Un manque de formation en pédagogie
Tout comme aux niveaux maternel, primaire et secondaire, les personnes qui dispensent des cours dans les Universités doivent, bien avant leur recrutement, avoir suivi avec succès les cours de pédagogies dans une école normale. Ceci est d’une importance capitale dans la mesure où, pour enseigner, il ne faut pas seulement détenir des connaissances dans un domaine précis, il faut aussi savoir comment transmettre ses connaissances, c’est-à-dire être capable d’identifier les difficultés des apprenants et trouver l’approche d’enseignement qui cadre avec les apprenants, l’approche qui permettra d’éclaircir les apprenants, ce qui est atteint lorsque les enseignements sont assimilés.
Les recrutements dans l’enseignement supérieur, en plus de s’intéresser aux candidats possédant un niveau académique élevé, une préférence devrait être faite aux candidats ayant suivi des études de pédagogie lorsque ceux-ci ont le même niveau académique. Bien entendu, les publications à caractère de recherche doivent aussi compter.
Telle est la conduite à suivre lors du recrutement dans l’enseignement supérieur, conduite qui pourra engendrer la présence d’un nombre important d’enseignants conscients dans ce niveau d’enseignement, des enseignants capables d’offrir le sacrifice qu’on attend d’eux, comme le font plusieurs enseignants des niveaux inférieurs.

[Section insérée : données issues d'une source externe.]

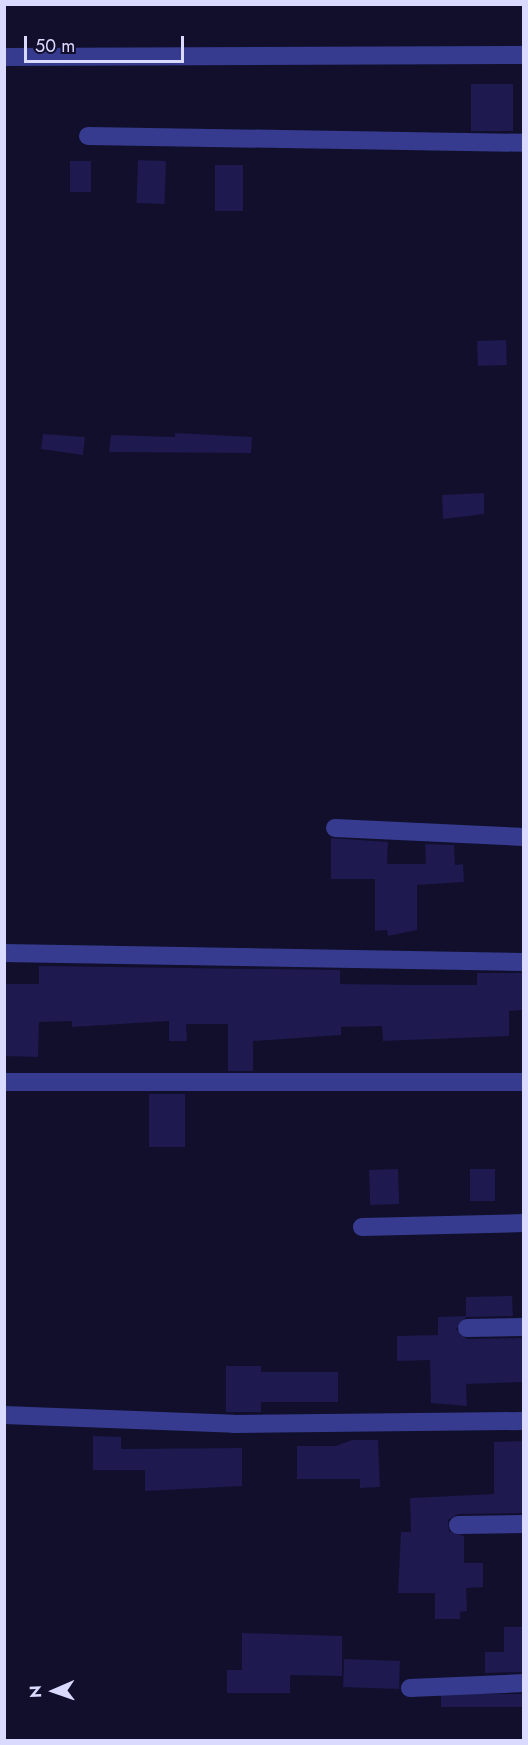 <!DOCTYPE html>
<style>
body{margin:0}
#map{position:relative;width:528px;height:1745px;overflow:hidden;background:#110f2c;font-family:Jost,sans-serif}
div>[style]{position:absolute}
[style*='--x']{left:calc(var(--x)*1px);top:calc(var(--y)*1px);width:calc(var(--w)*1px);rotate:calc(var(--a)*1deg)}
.building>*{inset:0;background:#1e194e;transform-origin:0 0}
.minor>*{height:18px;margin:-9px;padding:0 9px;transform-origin:9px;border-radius:9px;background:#363b8f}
span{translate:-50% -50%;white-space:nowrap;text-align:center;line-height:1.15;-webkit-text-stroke:4.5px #110f2c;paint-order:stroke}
.frame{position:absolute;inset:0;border:6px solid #dad9ff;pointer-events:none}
.north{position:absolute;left:24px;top:1661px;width:60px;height:60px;-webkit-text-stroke:4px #110f2c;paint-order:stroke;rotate:268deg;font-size:16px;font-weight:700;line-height:24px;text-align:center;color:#dad9ff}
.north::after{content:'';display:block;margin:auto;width:21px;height:27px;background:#dad9ff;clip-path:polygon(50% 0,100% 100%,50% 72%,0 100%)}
.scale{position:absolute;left:24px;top:36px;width:160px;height:27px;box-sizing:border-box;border:3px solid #dad9ff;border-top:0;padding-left:8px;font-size:18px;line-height:21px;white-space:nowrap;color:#dad9ff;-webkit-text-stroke:4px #110f2c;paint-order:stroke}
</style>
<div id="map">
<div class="building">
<i style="left:471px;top:84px;width:42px;height:47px"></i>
<i style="left:138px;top:160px;width:28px;height:43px;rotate:2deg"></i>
<i style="left:70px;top:161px;width:21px;height:31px"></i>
<i style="left:215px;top:165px;width:28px;height:46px"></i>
<i style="left:506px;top:340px;width:25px;height:29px;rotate:88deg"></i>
<i style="clip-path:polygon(175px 433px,252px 437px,251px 453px,109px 452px,111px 435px,175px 437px)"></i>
<i style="clip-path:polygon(43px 434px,85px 437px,83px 455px,41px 449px)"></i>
<i style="clip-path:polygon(484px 493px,484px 514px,443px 519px,442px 495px)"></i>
<i style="clip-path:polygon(331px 838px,388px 842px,387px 864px,426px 864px,425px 844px,454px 845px,455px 865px,463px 864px,464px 882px,417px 885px,417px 930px,388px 936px,387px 930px,375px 931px,375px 879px,331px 879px)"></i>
<i style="clip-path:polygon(39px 966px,340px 970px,340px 984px,417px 985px,477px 985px,477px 973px,524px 973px,524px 1010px,509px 1011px,509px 1036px,383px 1041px,382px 1026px,341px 1027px,341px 1035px,253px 1041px,253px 1071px,228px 1071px,228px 1024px,186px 1024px,187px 1041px,169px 1041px,169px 1021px,72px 1027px,72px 1021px,39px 1022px,38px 1057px,4px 1056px,4px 984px,39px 984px)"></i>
<i style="left:149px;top:1094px;width:36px;height:53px"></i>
<i style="left:398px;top:1169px;width:35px;height:29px;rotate:88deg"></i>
<i style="left:470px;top:1169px;width:25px;height:32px"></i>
<i style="clip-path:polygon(512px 1296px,513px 1316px,466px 1317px,456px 1329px,467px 1339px,524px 1338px,524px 1382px,466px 1384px,467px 1406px,431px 1403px,430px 1360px,397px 1361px,397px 1336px,438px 1335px,438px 1317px,466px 1316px,466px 1297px)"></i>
<i style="clip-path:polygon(226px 1366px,261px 1366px,261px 1372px,338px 1372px,338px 1402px,261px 1402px,261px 1412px,226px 1412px)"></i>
<i style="clip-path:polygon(93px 1436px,121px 1437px,121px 1449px,242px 1448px,242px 1486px,145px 1491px,145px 1470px,93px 1470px)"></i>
<i style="clip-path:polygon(352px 1440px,378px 1440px,380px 1487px,360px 1488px,360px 1479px,297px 1479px,297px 1446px,336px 1446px)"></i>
<i style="clip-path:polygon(524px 1441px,524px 1513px,458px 1514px,448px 1520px,449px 1531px,464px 1536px,464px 1563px,483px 1563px,483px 1587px,466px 1588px,467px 1611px,460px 1612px,460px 1619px,435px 1619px,435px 1593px,398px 1593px,401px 1532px,411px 1532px,410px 1498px,494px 1494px,494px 1442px)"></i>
<i style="clip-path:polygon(504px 1627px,524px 1627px,524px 1672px,485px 1673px,485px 1652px,504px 1652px)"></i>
<i style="clip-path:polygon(242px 1633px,342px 1636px,342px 1676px,290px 1675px,290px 1693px,227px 1693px,227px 1670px,242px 1670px)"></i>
<i style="left:400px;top:1661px;width:28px;height:56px;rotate:92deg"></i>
<i style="left:524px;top:1694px;width:13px;height:83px;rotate:90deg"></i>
</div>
<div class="minor">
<i style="--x:4;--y:57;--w:520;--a:-0.22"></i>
<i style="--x:88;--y:136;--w:436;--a:0.9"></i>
<i style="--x:335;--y:828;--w:189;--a:2.7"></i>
<i style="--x:4;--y:953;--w:520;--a:0.99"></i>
<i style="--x:4;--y:1082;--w:520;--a:0"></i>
<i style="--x:362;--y:1227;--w:162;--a:-1.4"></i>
<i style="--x:467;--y:1328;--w:57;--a:-1"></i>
<i style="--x:4;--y:1415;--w:230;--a:2.2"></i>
<i style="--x:234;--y:1424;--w:290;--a:-0.6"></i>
<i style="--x:458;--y:1525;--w:66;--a:-0.9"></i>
<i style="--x:410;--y:1688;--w:114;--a:-2.5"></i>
</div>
<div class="frame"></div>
<div class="north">N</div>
<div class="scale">50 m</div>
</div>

Une fois recruté, l’enseignant du supérieur qui en général est aussitôt responsable d’un nombre non moins important d’enseignements doit être capable de revoir son cours régulièrement afin que celui-ci soit orienté vers des acquisitions qui permettront aux apprenants d’avoir une formation actualisée, c’est-à-dire une formation qui leurs donneront les compétences recherchées. C’est d’ailleurs ce que recommande le système LMD.
Est-ce le cas au Cameroun ?
Malheureusement, la réalité au Cameroun est autre, surtout au niveau des établissements publics de l’enseignement supérieur. Il est très mal vu de postuler à un poste de l’enseignement supérieur public lorsqu’on est enseignant du secondaire, ceci, même quand vous possédez un Doctorat. Quelques calculs sont souvent mis en jeu pour faire de ce recrutement une guerre de positionnement à des fins égoïstes lorsqu’elles ne sont pas tribalistes. On se retrouve alors dans des situations où on préfère retenir un candidat moins diplômé au sacrifice de celui plus diplômé dans la même discipline, au sacrifice plus ou moins direct des étudiants. Le comportement des enseignants qui estiment être sous la protection des dirigeants est connu : surestimation, manque de respect envers la hiérarchie, les cours dans la quasi-totalité bâclés pour ne citer que ceux-ci. On arrive alors à des situations où les étudiants sont tout le temps gênés et embarrassés durant les enseignements. Soyez sûrs, la mention sera acquise en fin de semestre parce que ceux-ci n’ayant que fait le tiers du programme, ils interrogeront alors sur des exercices qui ne viennent de nul part et partageront ainsi et de manière aléatoire les 10, 15, 19 sur 20 pour faire taire les étudiants qui en général jouent le jeu, ayant constaté par miracle qu’ils ont validé sans savoir que les lacunes accumulées durant la formation ont toujours les répercussions plus tard, surtout lorsqu’il se fait déjà presque tard. Bonjour le chômage.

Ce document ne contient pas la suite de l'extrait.